Paula B. Holtzclaw: I drew and painted in my early teen years and throughout college, but this waned when I joined the workforce and had children. In the 90s, I began to paint again primarily for myself and for my home. Friends began to see my paintings and started requesting commissions. From there an invitation to a local gallery came. After that, came miles and miles of paintings, along with knocking on doors (galleries, antique stores, show submissions). In 2001, I left my lifelong career to focus on my art full time. I am fortunate to be a part of some wonderful galleries, many for decades now. But it only came through many hours of constant work, dedication and determination!

How do you find inspiration?

One of my favorite quotes is by Chuck Close, regarding inspiration: “The advice I like to give young artists, or really anybody who’ll listen to me, is not to wait around for inspiration. Inspiration is for amateurs; the rest of us just show up and get to work. If you wait around for the clouds to part and a bolt of lightning to strike you in the brain, you are not going to make an awful lot of work. All the best ideas come out of the process; they come out of the work itself. Things occur to you. If you’re sitting around trying to dream up a great art idea, you can sit there a long time before anything happens. But if you just get to work, something will occur to you, and something else will occur to you, and something else that you reject will push you in another direction. Inspiration is absolutely unnecessary and somehow deceptive. You feel like you need this great idea before you can get down to work, and I fine that’s almost never the case.”

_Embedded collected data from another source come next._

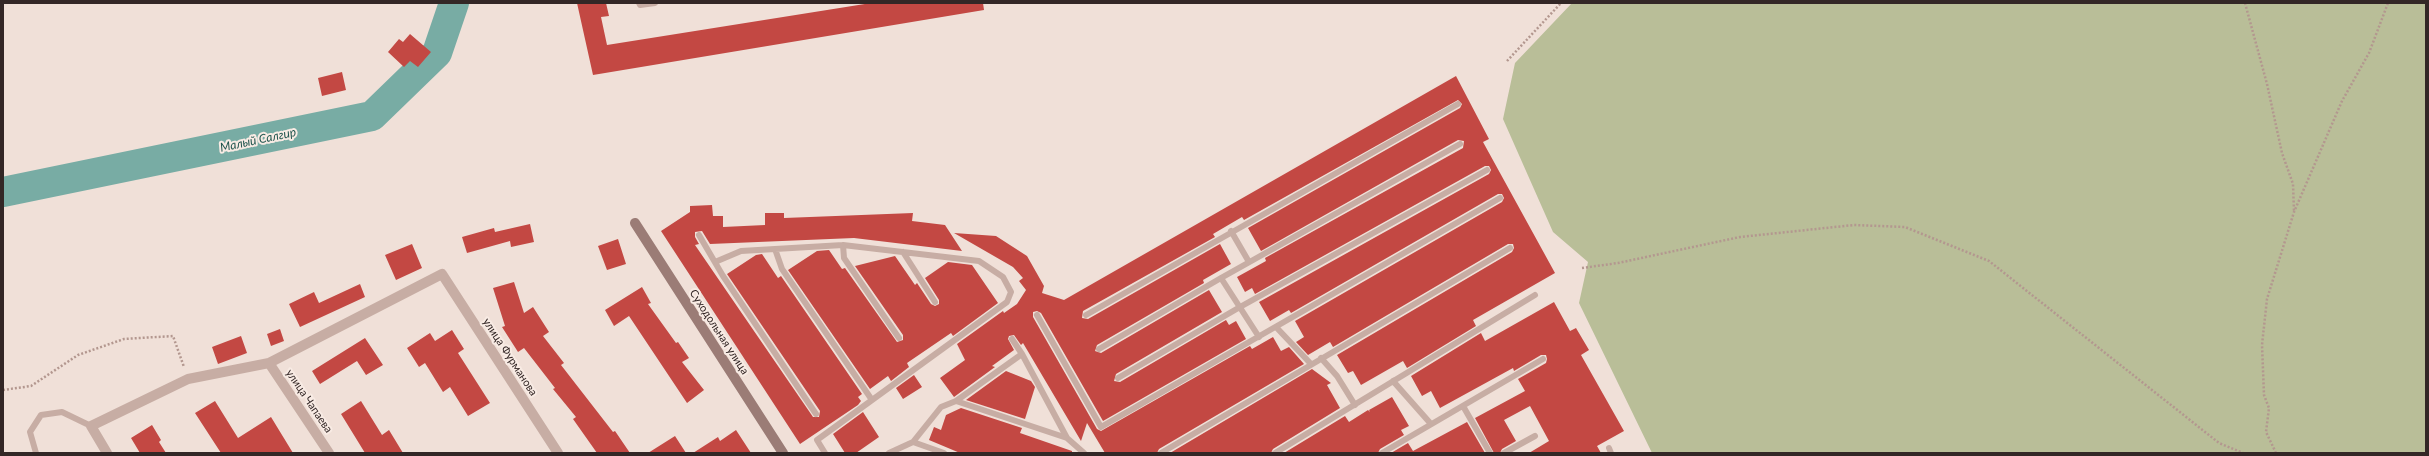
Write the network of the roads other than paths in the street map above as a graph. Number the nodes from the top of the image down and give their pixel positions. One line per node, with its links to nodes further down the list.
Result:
1 (639, 3): 2 (lane)
2 (655, 3)
3 (1458, 104): 8 (lane)
4 (1460, 144): 15 (lane)
5 (1487, 170): 19 (lane)
6 (1500, 198): 22 (lane)
7 (635, 223): 48 (street, Суходольная улица)
8 (1231, 231): 15 (lane); 21 (lane)
9 (699, 235): 14 (lane)
10 (843, 245): 12 (lane); 13 (lane); 24 (lane)
11 (1510, 248): 28 (lane)
12 (775, 249): 14 (lane); 34 (lane)
13 (902, 252): 18 (lane); 34 (lane)
14 (715, 262): 38 (lane)
15 (1249, 262): 16 (lane)
16 (1221, 278): 19 (lane); 26 (lane)
17 (1535, 295): 33 (lane)
18 (935, 302)
19 (1240, 307): 23 (lane); 32 (lane)
20 (1037, 314): 23 (lane)
21 (1086, 315)
22 (1276, 327): 23 (lane); 31 (lane)
23 (1259, 337)
24 (899, 338)
25 (1012, 339): 27 (lane)
26 (1099, 349)
27 (1022, 354): 35 (lane); 42 (lane)
28 (1321, 358): 31 (lane); 36 (lane)
29 (1543, 359): 37 (lane)
30 (269, 363): 40 (street); 46 (street, улица Чапаева); 47 (street, улица Фурманова)
31 (1311, 364): 53 (lane)
32 (1118, 378)
33 (1393, 381): 36 (lane); 39 (lane)
34 (872, 400): 49 (lane)
35 (956, 401): 42 (lane); 43 (lane)
36 (1355, 405): 54 (lane)
37 (1464, 406): 39 (lane); 56 (lane)
38 (816, 414)
39 (1431, 424): 55 (lane)
40 (91, 426): 44 (lane); 45 (street)
41 (1535, 436): 57 (lane)
42 (1067, 438): 52 (lane)
43 (913, 442): 50 (lane); 51 (lane)
44 (36, 453)
45 (107, 453)
46 (329, 453)
47 (558, 453)
48 (783, 453)
49 (825, 453)
50 (889, 453)
51 (944, 453)
52 (1084, 453)
53 (1161, 453)
54 (1274, 453)
55 (1382, 453)
56 (1490, 453)
57 (1504, 453)

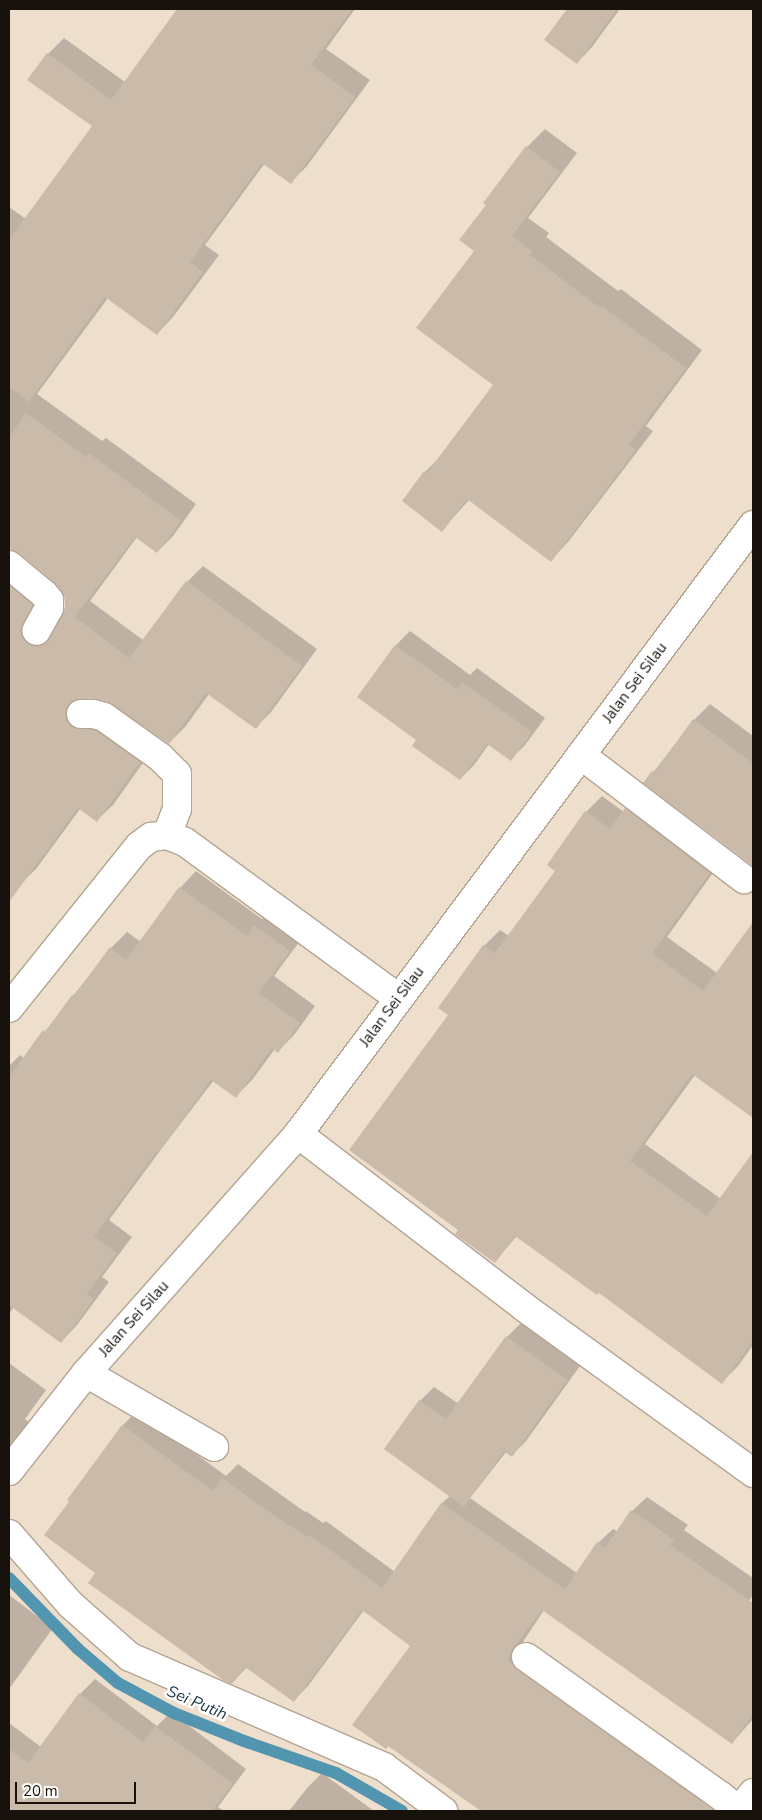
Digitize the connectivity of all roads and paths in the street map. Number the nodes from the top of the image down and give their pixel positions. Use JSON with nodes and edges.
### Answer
{"nodes":[{"id":1,"x":753,"y":525,"type":"edge"},
{"id":2,"x":9,"y":564,"type":"edge"},
{"id":3,"x":36,"y":631,"type":"dead end"},
{"id":4,"x":81,"y":714,"type":"dead end"},
{"id":5,"x":580,"y":755,"type":"junction"},
{"id":6,"x":167,"y":835,"type":"junction"},
{"id":7,"x":744,"y":879,"type":"dead end"},
{"id":8,"x":398,"y":998,"type":"junction"},
{"id":9,"x":9,"y":1008,"type":"edge"},
{"id":10,"x":298,"y":1134,"type":"junction"},
{"id":11,"x":86,"y":1374,"type":"junction"},
{"id":12,"x":214,"y":1447,"type":"dead end"},
{"id":13,"x":9,"y":1470,"type":"edge"},
{"id":14,"x":753,"y":1473,"type":"edge"},
{"id":15,"x":9,"y":1534,"type":"edge"},
{"id":16,"x":526,"y":1657,"type":"dead end"},
{"id":17,"x":753,"y":1794,"type":"edge"},
{"id":18,"x":443,"y":1811,"type":"edge"},
{"id":19,"x":739,"y":1811,"type":"edge"}],
"edges":[{"from":1,"to":5,"type":"street","name":"Jalan Sei Silau"},
{"from":2,"to":3,"type":"street"},
{"from":4,"to":6,"type":"street"},
{"from":5,"to":7,"type":"street"},
{"from":5,"to":8,"type":"street","name":"Jalan Sei Silau"},
{"from":6,"to":8,"type":"street"},
{"from":6,"to":9,"type":"street"},
{"from":8,"to":10,"type":"street","name":"Jalan Sei Silau"},
{"from":10,"to":11,"type":"street","name":"Jalan Sei Silau"},
{"from":10,"to":14,"type":"street"},
{"from":11,"to":12,"type":"street"},
{"from":11,"to":13,"type":"street","name":"Jalan Sei Silau"},
{"from":15,"to":18,"type":"street"},
{"from":16,"to":19,"type":"street"},
{"from":17,"to":19,"type":"street"}]}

I always find visiting art museums, looking through art books and magazines as well as all of my photographs to also be very inspiring. Again, just showing up to the canvas will create inspiration. And a trip to the coast!

What is the best thing about being an artist?

The best thing about being an artist is truly being able to recognize, being aware of, and taking in the beauty that surrounds us. I believe artists have the gift of being present in the moment; we have to be in order to absorb and then portray. I know that lucky and not always common, is the person who is able to do exactly what they love to do.

Who do you collect?

I collect many artists’ and friends’ works, paintings and sculptures. I can truly say I enjoy all of them every single day. My husband and I began a tradition many years ago when we purchased a painting for our wedding anniversary gift. That has blossomed into sometimes birthdays or just any special event, I laughingly admit. Some of the paintings are by Kyle Ma, Daniel Keys, Ann Larsen, Brian Blood, Ralph James, Cindy Baron, Cynthia Feustal, Bill Cramer, Romona Youngquist, Darcie Peet, Gladys Roldan-de-Moras, and sculptures by Gwen Marcus, Stephen Savides, Diane Mason, Louise Peterson. Each one has a special meaning. I had a beloved Great Dane for 11 years, so I especially enjoy my Danes by Louise Peterson.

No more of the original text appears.